Biosynthetic Ca2+/Sr2+ exchange in the photosystem II oxygen-evolving enzyme of Thermosynechococcus elongatus

The thermophilic cyanobacterium, Thermosynechococcus elongatus, has been grown in the presence of Sr2+ instead of Ca2+ with the aim of biosynthetically replacing the Ca2+ of the oxygen-evolving enzyme with Sr2+. Not only were the cells able to grow normally with Sr2+, they actively accumulated the ion to levels higher than those of Ca2+ in the normal cultures. A protocol was developed to purify a fully active Sr(2+)-containing photosystem II (PSII). The modified enzyme contained a normal polypeptide profile and 1 strontium/4 manganese, indicating that the normal enzyme contains 1 calcium/4 manganese. The Sr(2+)- and Ca(2+)-containing enzymes were compared using EPR spectroscopy, UV-visible absorption spectroscopy, and O2 polarography.
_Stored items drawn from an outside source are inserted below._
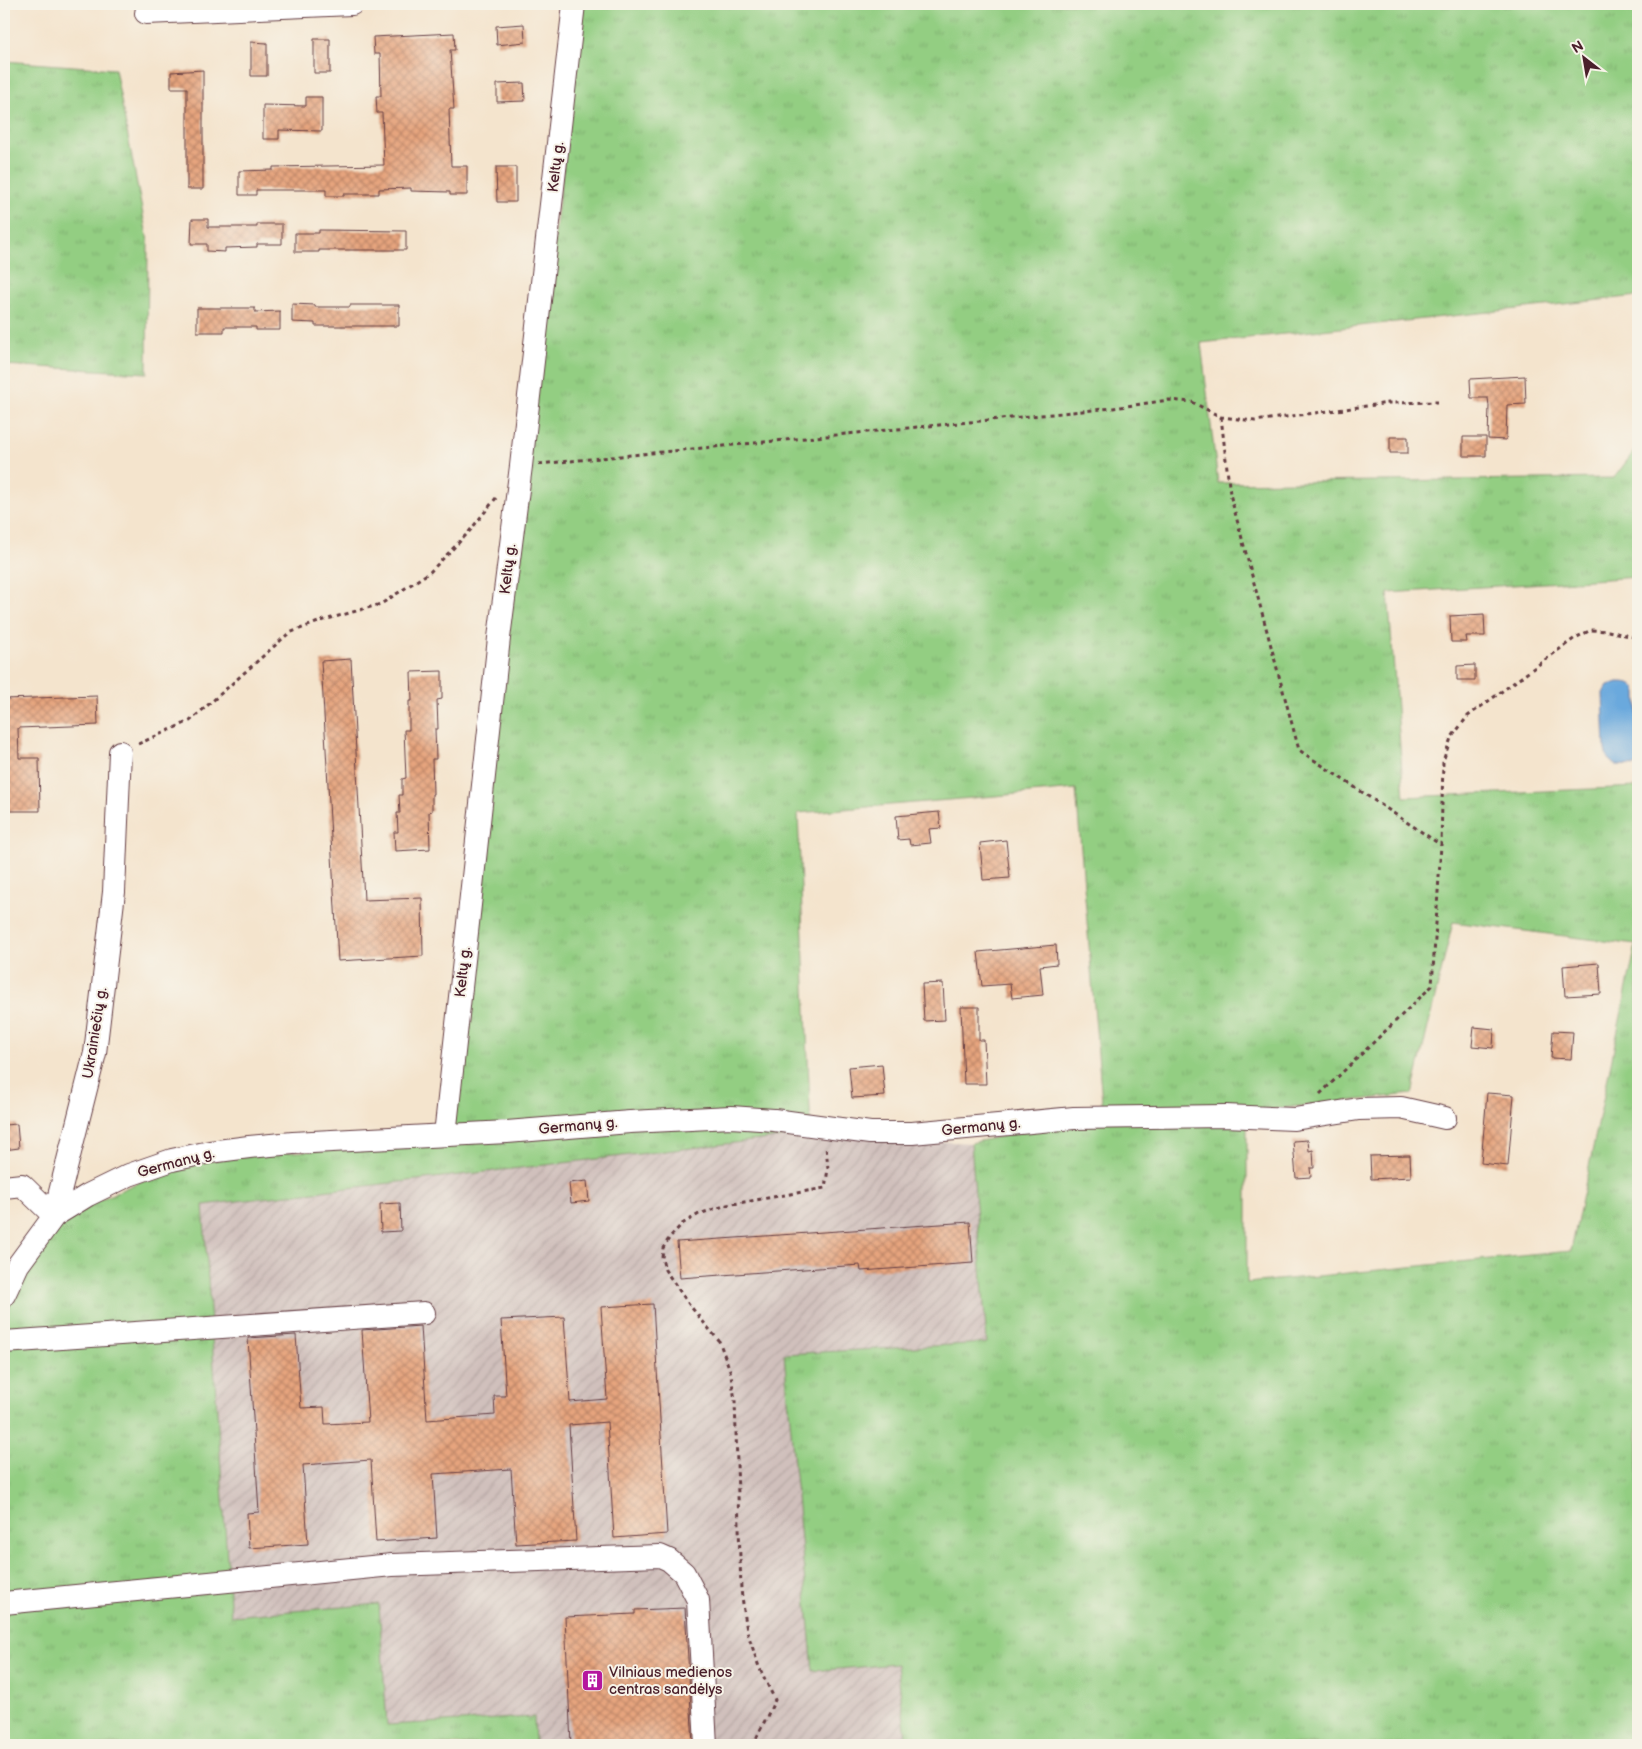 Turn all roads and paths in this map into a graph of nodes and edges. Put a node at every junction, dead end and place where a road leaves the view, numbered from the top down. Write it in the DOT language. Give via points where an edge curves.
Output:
graph roads {
  1 [pos="352,4"];
  2 [pos="574,4"];
  3 [pos="146,12"];
  4 [pos="1438,402"];
  5 [pos="1221,416"];
  6 [pos="521,466"];
  7 [pos="498,496"];
  8 [pos="1638,638"];
  9 [pos="120,752"];
  10 [pos="1441,845"];
  11 [pos="1445,1118"];
  12 [pos="1294,1119"];
  13 [pos="825,1128"];
  14 [pos="445,1135"];
  15 [pos="4,1187"];
  16 [pos="54,1216"];
  17 [pos="4,1296"];
  18 [pos="424,1313"];
  19 [pos="4,1342"];
  20 [pos="4,1603"];
  21 [pos="706,1745"];
  22 [pos="753,1745"];
  1 -- 3 [label="street"];
  2 -- 6 [label="street, Keltų g."];
  4 -- 5 [label="path" via="1389,403 1255,420"];
  5 -- 6 [label="path" via="1192,402 1169,400"];
  5 -- 10 [label="path" via="1230,494 1299,750"];
  6 -- 14 [label="street, Keltų g."];
  7 -- 9 [label="path" via="430,572 381,604 289,634 190,721"];
  8 -- 10 [label="path" via="1591,630 1575,638 1468,716 1451,738 1443,761"];
  9 -- 16 [label="street, Ukrainiečių g." via="114,892 96,1053"];
  10 -- 12 [label="path" via="1432,986"];
  11 -- 12 [label="street, Germanų g." via="1401,1108 1359,1109"];
  12 -- 13 [label="street, Germanų g." via="1225,1116 1046,1120 912,1133"];
  13 -- 14 [label="street, Germanų g." via="731,1117"];
  13 -- 22 [label="path" via="828,1169 825,1188 727,1205 699,1214 682,1224 663,1248 665,1270 719,1341 730,1370 735,1400 741,1590 750,1640 775,1700"];
  14 -- 16 [label="street, Germanų g." via="293,1143 210,1152 172,1160 129,1175"];
  15 -- 16 [label="street" via="22,1185"];
  16 -- 17 [label="street, Ukrainiečių g." via="18,1265"];
  18 -- 19 [label="street"];
  20 -- 21 [label="street" via="392,1565 660,1556 684,1573 698,1600"];
}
The Ca2+/Sr2+ exchange resulted in the modification of the EPR spectrum of the manganese cluster and a slower turnover of the redox cycle (the so-called S-state cycle), resulting in diminished O2 evolution activity under continuous saturating light: all features reported previously by biochemical Ca2+/Sr2+ exchange in plant PSII. This allays doubts that these changes could be because of secondary effects induced by the biochemical treatments themselves. In addition, the Sr(2+)-containing PSII has other kinetics modifications: 1) it has an increased stability of the S3 redox state; 2) it shows an increase in the rate of electron donation from TyrD, the redox-active tyrosine of the D2 protein, to the oxygen-evolving complex in the S3-state forming S2; 3) the rate of oxidation of the S0-state to the S1-state by TyrD* is increased; and 4) the release of O2 is slowed down to an extent similar to that seen for the slowdown of the S3TyrZ* to S0TyrZ transition, consistent with the latter constituting the limiting step of the water oxidation mechanism in Sr(2+)-substituted enzyme as well as in the normal enzyme. The replacement of Ca2+ by Sr2+ appears to have multiple effects on kinetics properties of the enzyme that may be explained by S-state-dependent shifts in the redox properties of both the manganese complex and TyrZ as well as structural effects.